Family Story
In the car trip over, they were planning their jokes. They weren’t being conniving. The father was having trouble coming up with appropriately nonchalant jokes, so the son had to work his out for him. After the car trip, they never talked about how singly unique this experience was. It was a moment that should have been something to relate later. It was like hearing that a princess had died, or a man had landed on the moon. It was a moment to be asked about at dinner parties when the conversation failed.
“Where were you when you had to drive out to a tap dancing class to pick up your neighbour’s twelve and sixteen year old daughters? You know, that night when their father died, but they didn’t know that yet. Remember how their mother didn’t want you to tell them? Remember how she had wanted them in the house, and safe, before she gave them the bad news? What did you do to appear natural? Where were you then?”
The father and son were in the car. They were planning jokes.
“Dad, I love you. You know that right?” It was probably the first time the son had said that in years, but it seemed important then.
They arrived early. They sat out the front of the suburban church waiting for the girls to come out. The son smoked. For once, the father didn’t admonish him for it.
The girls came out full of beans. The father and the son both hid their eyes.
They went through the motions they had planned. Unfortunately, they’d forgotten to plan how long and loud they would laugh at their own jokes. Each joke rang out like someone taking a sledgehammer to mud.

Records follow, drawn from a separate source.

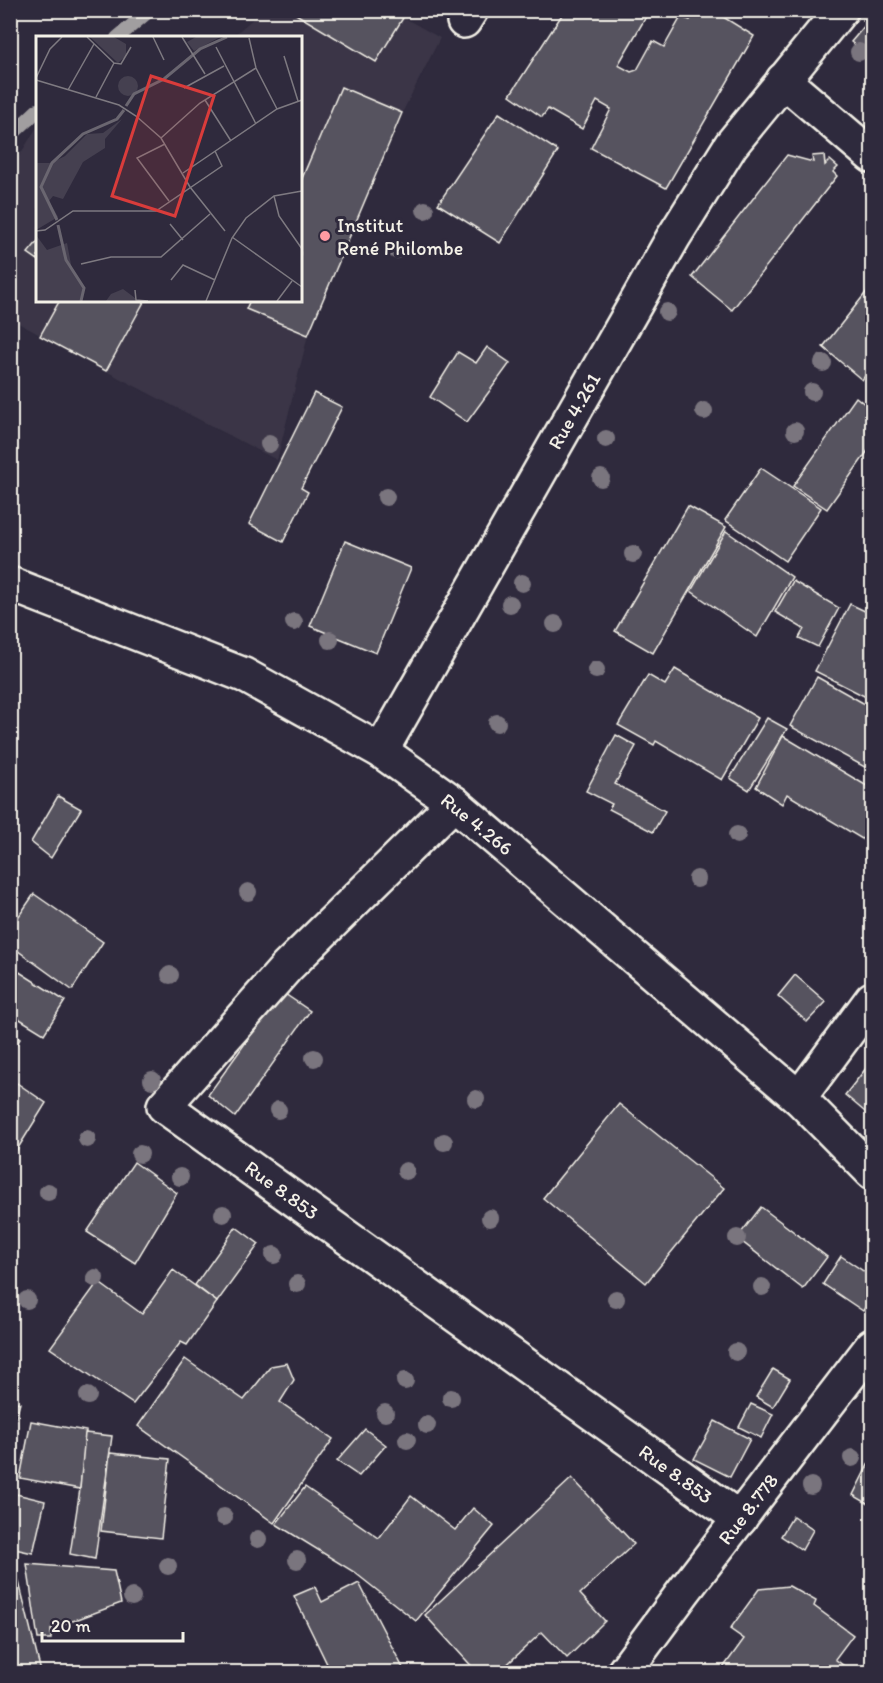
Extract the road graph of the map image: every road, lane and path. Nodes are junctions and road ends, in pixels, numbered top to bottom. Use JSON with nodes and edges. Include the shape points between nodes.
{"nodes":[{"id":1,"x":841,"y":10,"type":"edge"},
{"id":2,"x":783,"y":80,"type":"junction"},
{"id":3,"x":873,"y":156,"type":"edge"},
{"id":4,"x":10,"y":584,"type":"edge"},
{"id":5,"x":381,"y":751,"type":"junction"},
{"id":6,"x":454,"y":803,"type":"junction"},
{"id":7,"x":873,"y":999,"type":"edge"},
{"id":8,"x":799,"y":1098,"type":"junction"},
{"id":9,"x":873,"y":1172,"type":"edge"},
{"id":10,"x":873,"y":1346,"type":"edge"},
{"id":11,"x":740,"y":1519,"type":"junction"},
{"id":12,"x":624,"y":1672,"type":"edge"}],
"edges":[{"from":1,"to":2,"type":"street","name":"Rue 4.261"},
{"from":2,"to":3,"type":"street"},
{"from":2,"to":5,"type":"street","name":"Rue 4.261","via":[[731,145],[672,238]]},
{"from":4,"to":5,"type":"street","name":"Rue 4.266","via":[[244,675]]},
{"from":5,"to":6,"type":"street","name":"Rue 4.266"},
{"from":6,"to":8,"type":"street","name":"Rue 4.266"},
{"from":6,"to":11,"type":"street","name":"Rue 8.853","via":[[287,967],[164,1106]]},
{"from":7,"to":8,"type":"street"},
{"from":8,"to":9,"type":"street","name":"Rue 4.266"},
{"from":10,"to":11,"type":"street","name":"Rue 8.778"},
{"from":11,"to":12,"type":"street","name":"Rue 8.778"}]}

After a minute, the father and the son were out of jokes. Now they just felt
like frauds. In contrast to their intended flippancy, they were stuck in an
increasingly difficult silence.
To compensate, the oldest daughter took on the role of trip comedian. The
tragedy didn’t go unnoticed. More sledgehammers, more mud.
The trip was over. The daughters were lead straight into the bedroom which
their mother now had to herself.
The father and son sat down out the back with other family friends, all
of them were stuck in reverent silence.
A few seconds later, the oldest daughter ran through the room with the aim of hiding upstairs. She tripped on the first step and fell hard. Five caring souls rushed to her, but she pushed them off and kept heading up. The door above slammed and finally punctuated the silence.
This is based on a real event. So much so, that I was tempted to slot it in non-fiction, except it reads more like a fiction piece and probably functions better. No prizes for guessing which character I was.
This is attempt number nineteen billion to put this night into words. This was a real event, so much so that I was tempted to stick it in non-fiction, except it reads better as fiction. I’m still not happy with the result. It is one of those moments when the reality of a situation, the reality of the real, refuses to even be poorly expressed in art. I feel the need to justify myself here. Rather, I feel the need for someone else to justify me. Peter Goldsworthy says it all.
'I'm not even sure that [these stories] are my business. They do provide a different scale of priorities of importance; an idea of what is, finally, "really" important… If part of me likes to see itself as an upper-case Writer -- a narcissocrat, a junior member of the priest caste of our silly Art-worshipping culture -- another part is always accusing: Fine, But What Are You Going To Do When You Grow Up?
And yet turning these stories into fiction might help towards some kind of understanding, towards finding some essence, beyond curiosity, or voyeurism. Fiction is above all a reordering process, a sense-making process… "Undoubtedly the world is, and her riches can never be circumscribed by art" the Polish poet Czeslaw Milosz has written -- but we have to make a start, especially under immense pressure from the emotions that surround death.'
The reason I focus so much on stories of death, separation, and grieving is that I want get somewhere beyond accepting that these things “just happen”. Even if I can’t, I hope to inspire someone else to find that point.
At the very least, if I’m wrong, and I have no higher purpose, I could just be a melodramaticist, constantly churning out scripts for teen dramas.